[Entries provided Boundary: Start]

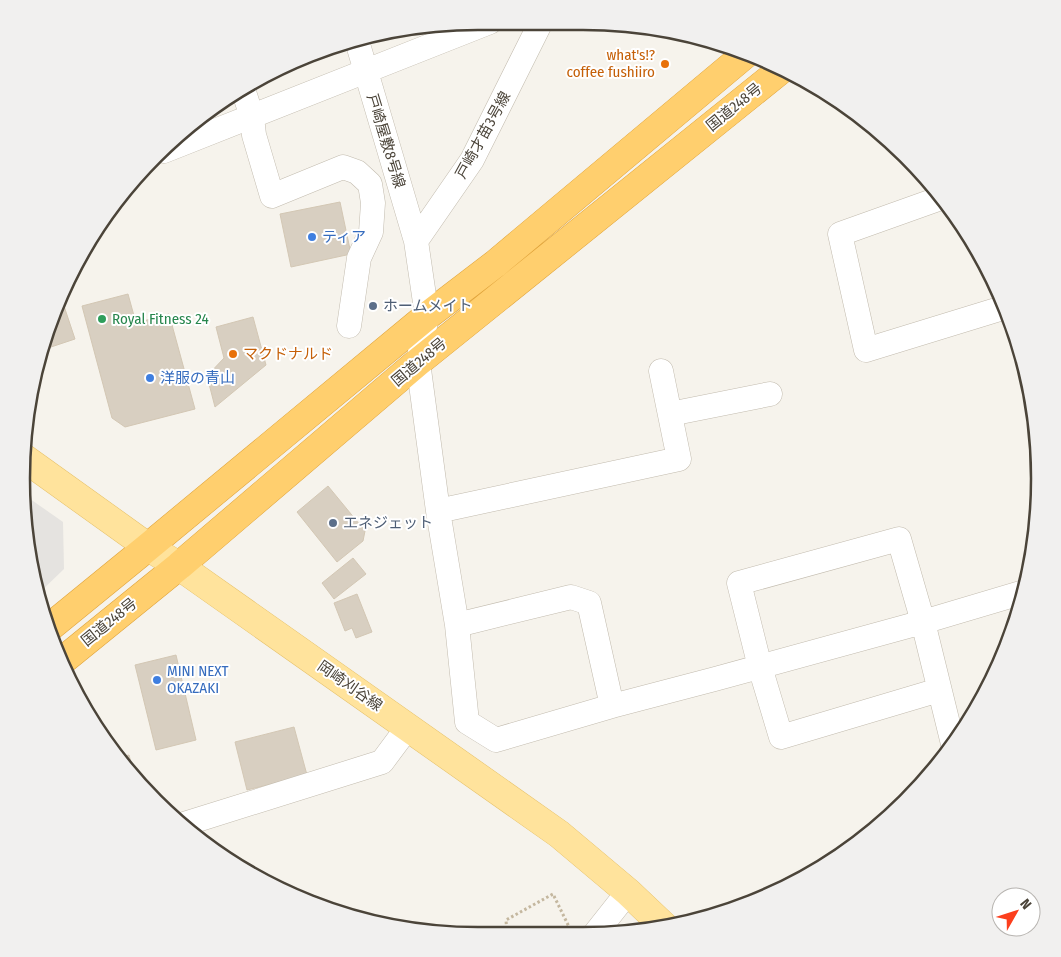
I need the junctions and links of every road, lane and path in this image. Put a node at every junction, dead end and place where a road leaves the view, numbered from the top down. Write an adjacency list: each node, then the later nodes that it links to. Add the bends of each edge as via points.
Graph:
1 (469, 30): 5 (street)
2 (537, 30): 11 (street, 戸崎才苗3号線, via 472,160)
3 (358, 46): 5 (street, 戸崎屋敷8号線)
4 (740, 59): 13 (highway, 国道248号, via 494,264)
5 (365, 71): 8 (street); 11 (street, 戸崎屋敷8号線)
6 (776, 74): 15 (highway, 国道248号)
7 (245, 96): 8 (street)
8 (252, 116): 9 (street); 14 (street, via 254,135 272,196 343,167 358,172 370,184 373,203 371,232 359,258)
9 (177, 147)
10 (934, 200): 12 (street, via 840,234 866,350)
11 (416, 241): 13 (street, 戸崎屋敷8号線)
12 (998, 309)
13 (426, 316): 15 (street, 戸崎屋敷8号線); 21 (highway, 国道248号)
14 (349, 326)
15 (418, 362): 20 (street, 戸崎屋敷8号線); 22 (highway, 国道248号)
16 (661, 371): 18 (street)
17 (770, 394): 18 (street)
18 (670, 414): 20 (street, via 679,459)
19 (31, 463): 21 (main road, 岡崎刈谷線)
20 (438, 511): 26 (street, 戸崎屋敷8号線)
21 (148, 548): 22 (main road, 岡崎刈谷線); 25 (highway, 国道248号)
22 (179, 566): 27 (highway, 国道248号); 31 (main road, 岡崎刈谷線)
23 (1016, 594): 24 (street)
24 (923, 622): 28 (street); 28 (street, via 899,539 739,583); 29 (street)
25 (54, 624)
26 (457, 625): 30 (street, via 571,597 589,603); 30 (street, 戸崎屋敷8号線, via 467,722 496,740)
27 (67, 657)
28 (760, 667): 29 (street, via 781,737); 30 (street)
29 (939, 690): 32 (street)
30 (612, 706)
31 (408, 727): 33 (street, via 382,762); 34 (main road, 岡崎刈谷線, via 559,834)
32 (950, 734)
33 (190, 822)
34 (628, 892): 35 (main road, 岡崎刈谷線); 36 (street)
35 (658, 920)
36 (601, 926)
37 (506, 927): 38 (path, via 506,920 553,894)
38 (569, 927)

[Entries provided Boundary: End]

Problem description
Every line of the data above that includes "岡崎刈谷線" should be listed.

The answer
19 (31, 463): 21 (main road, 岡崎刈谷線)
21 (148, 548): 22 (main road, 岡崎刈谷線); 25 (highway, 国道248号)
22 (179, 566): 27 (highway, 国道248号); 31 (main road, 岡崎刈谷線)
31 (408, 727): 33 (street, via 382,762); 34 (main road, 岡崎刈谷線, via 559,834)
34 (628, 892): 35 (main road, 岡崎刈谷線); 36 (street)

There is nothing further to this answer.